Let’s Foster Inclusion – By Jeanne Darling
Zooming my grandson.
Most days, I zoom in with my grandson, who lives in the USA. It is a pure delight to converse with him, even though a computer. We share books and songs and, now that he is almost three and a half years old*, our thoughts as well.
While our general lifestyles are similar, my grandson lives in a different world than my daughter did while growing up. Then, my husband and I faced challenges that included balancing work and family life. Our difficulties pale in the face of the struggles forced on young families now.
Adjusting to the pandemic.
My daughter and son-in-law faced one of their most difficult moments when daycare ceased to become an option for two-career families when the COVID-19 pandemic started in 2020. After several months of sharing responsibilities, there was a clear need for childcare help. My daughter found a lovely family with a child-minder. The other couple and the child-minder were willing to include my grandson a few days a week. This arrangement would provide some relief but my daughter and son-in-law wavered.
They hesitated because the arrangement would see my grandson, a typically developing verbal child, spending time with a less developed child. Indeed, the little boy required both motor and speech therapy. There was some concern that my grandson might be adversely affected. Additionally, the other child expressed himself physically and often by pushing or hitting. My son-in-law worried that his son would not only regress into these behaviours. And that their play would not be appropriate, much less stimulating.
They asked me what I thought.
It wasn’t the first time I observed this kind of concern from parents. I was a director of a private daycare centre in Basel that served mainly highly educated professionals several years ago. Once, I faced a backlash when a child with Down Syndrome joined the centre. A few parents raised the same concern: would this affect their child’s development?
I don’t remember exactly how I responded then. But I am convinced that neither my words nor my reassurances turned the tide. Instead, the experience of having their child interact with a child with special needs calmed the waters. Within a month, various parents thanked me for accepting the new child into the centre. The unfamiliar had become comfortable. Many parents even admitted they could not have imagined how easily their children warmed to the newcomer.

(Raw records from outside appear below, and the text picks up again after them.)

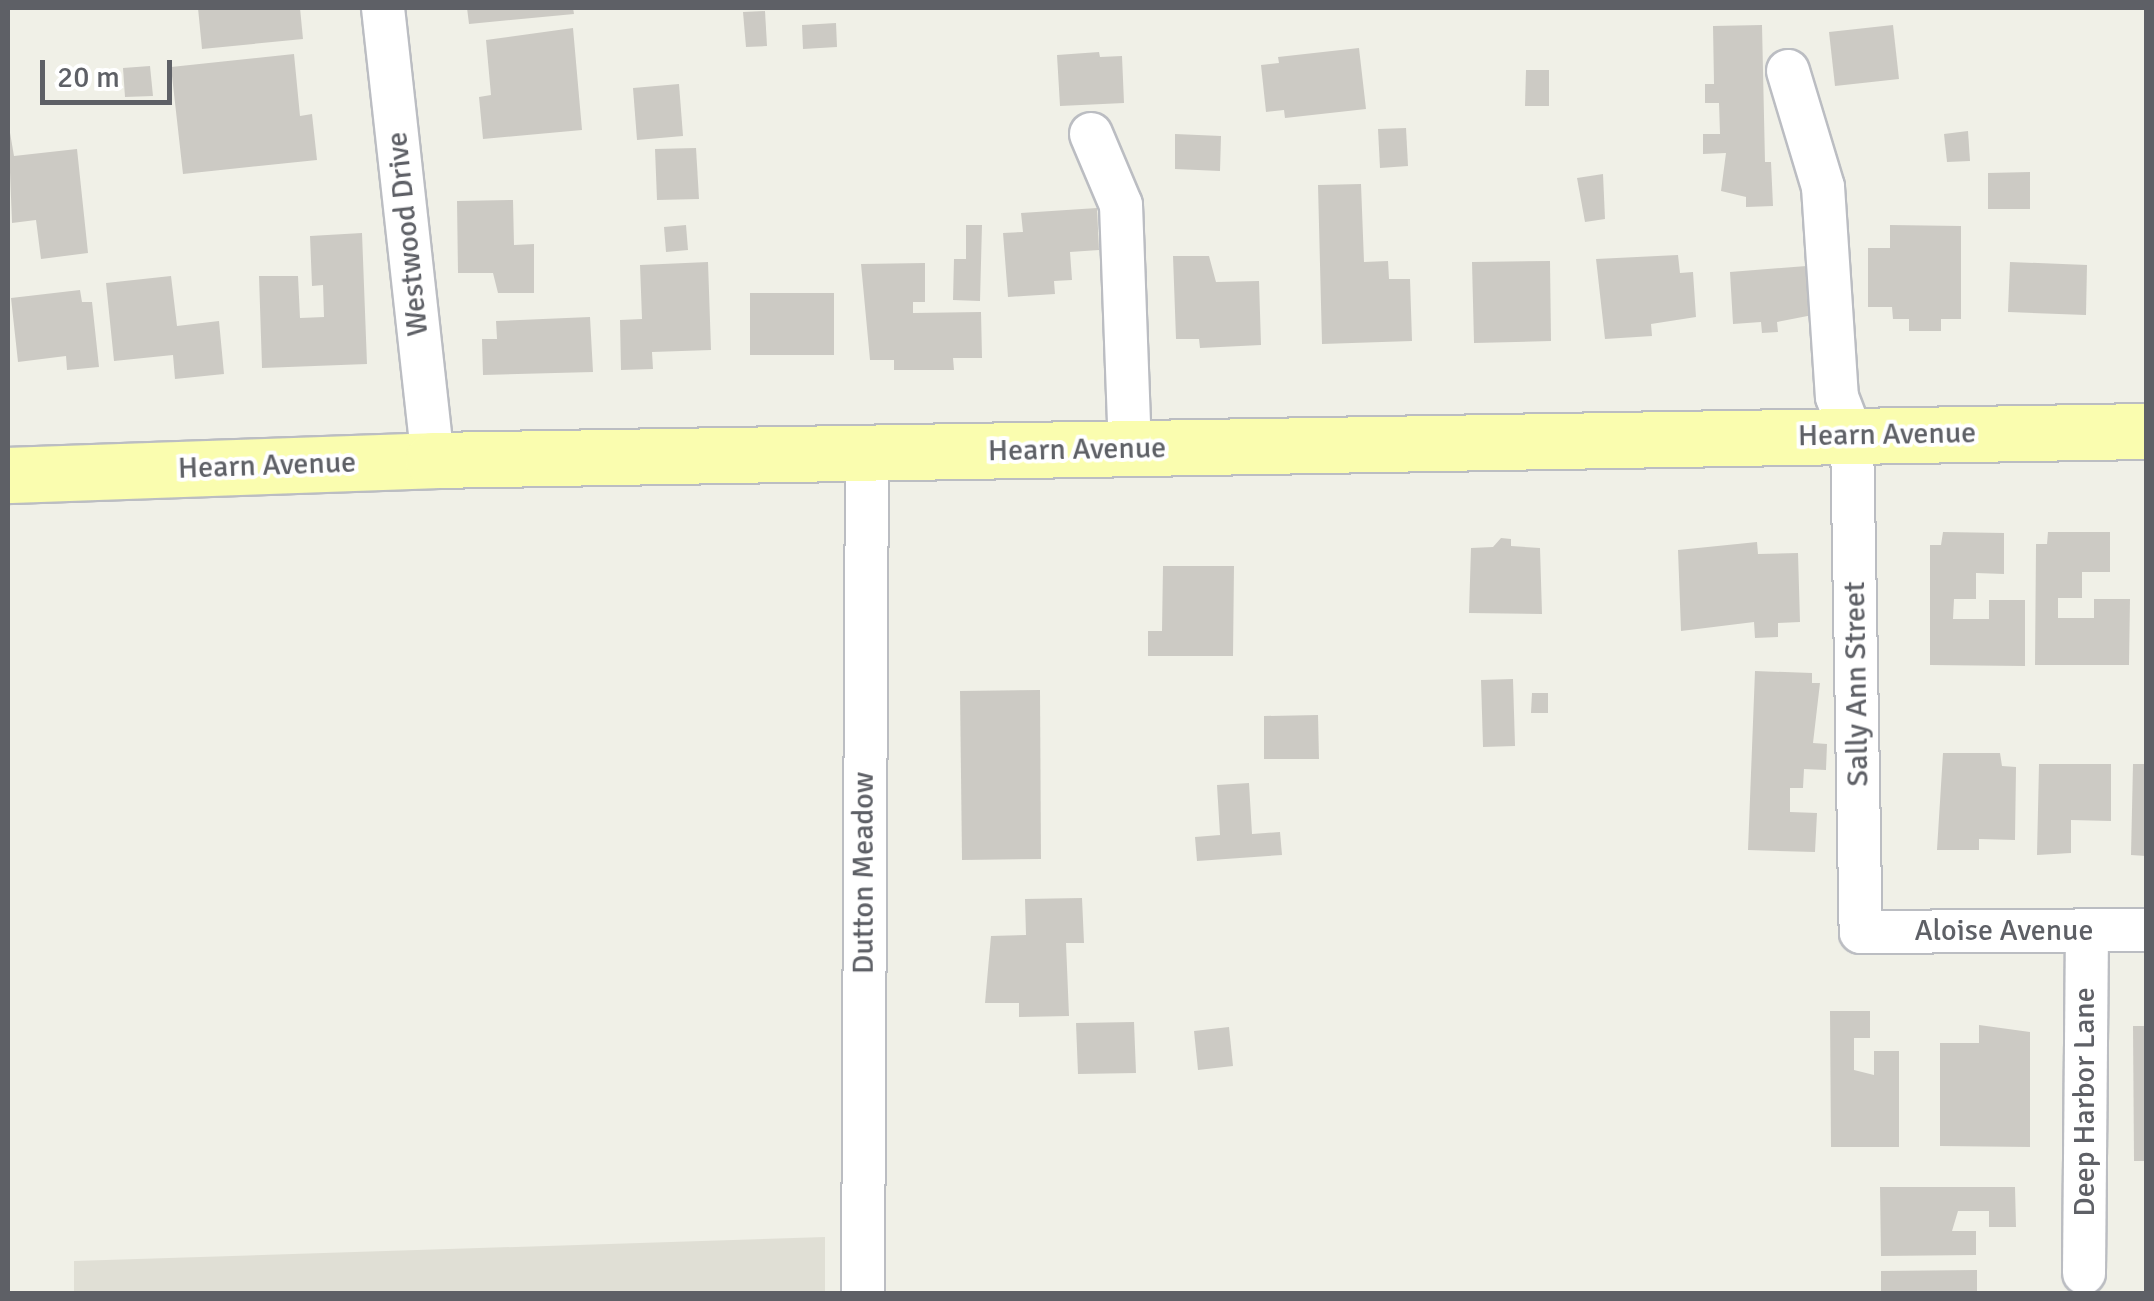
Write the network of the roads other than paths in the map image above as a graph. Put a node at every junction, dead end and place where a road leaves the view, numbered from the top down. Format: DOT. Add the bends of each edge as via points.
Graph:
graph roads {
  1 [pos="384,8"];
  2 [pos="1788,71"];
  3 [pos="1091,134"];
  4 [pos="2146,430"];
  5 [pos="1852,436"];
  6 [pos="1130,449"];
  7 [pos="867,453"];
  8 [pos="433,460"];
  9 [pos="8,474"];
  10 [pos="2146,930"];
  11 [pos="2087,931"];
  12 [pos="1861,932"];
  13 [pos="2084,1272"];
  14 [pos="863,1294"];
  1 -- 8 [label="street, Westwood Drive"];
  2 -- 5 [label="street, Sally Ann Street" via="1823,187 1837,397"];
  3 -- 6 [label="street" via="1121,206"];
  4 -- 5 [label="main road, Hearn Avenue"];
  5 -- 6 [label="main road, Hearn Avenue"];
  5 -- 12 [label="street, Sally Ann Street"];
  6 -- 7 [label="main road, Hearn Avenue"];
  7 -- 8 [label="main road, Hearn Avenue"];
  7 -- 14 [label="street, Dutton Meadow"];
  8 -- 9 [label="main road, Hearn Avenue"];
  10 -- 11 [label="street, Aloise Avenue"];
  11 -- 12 [label="street, Aloise Avenue"];
  11 -- 13 [label="street, Deep Harbor Lane"];
}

As far as the children were concerned, the child with Down Syndrome was “still learning”. Without standardised expectations, the children quickly accepted him as “just one of them”. Life at the centre went on as usual. The only accommodation to the schedule was extra assistance.
I related my observations to my daughter and son-in-law.
Afterwards, I suggested that sharing time with a child with special needs is a rare opportunity to develop critical emotional and social capabilities. I also posited that my grandson would not consider the differences negatively. He would continue to grow at his own pace, as would the other child. I furthermore predicted that my grandson would not be as bothered by pushing as a form of communication as adults seemed to be.
Of course, it was important for my grandson to learn to say, “No, I don’t like that” if he was hurt. Still, I thought that two three-year-olds playing together would be much like puppies rolling about and nipping at each other for the most part. I encouraged my daughter to give it a try, starting with a few half-days a week and seeing how things progressed.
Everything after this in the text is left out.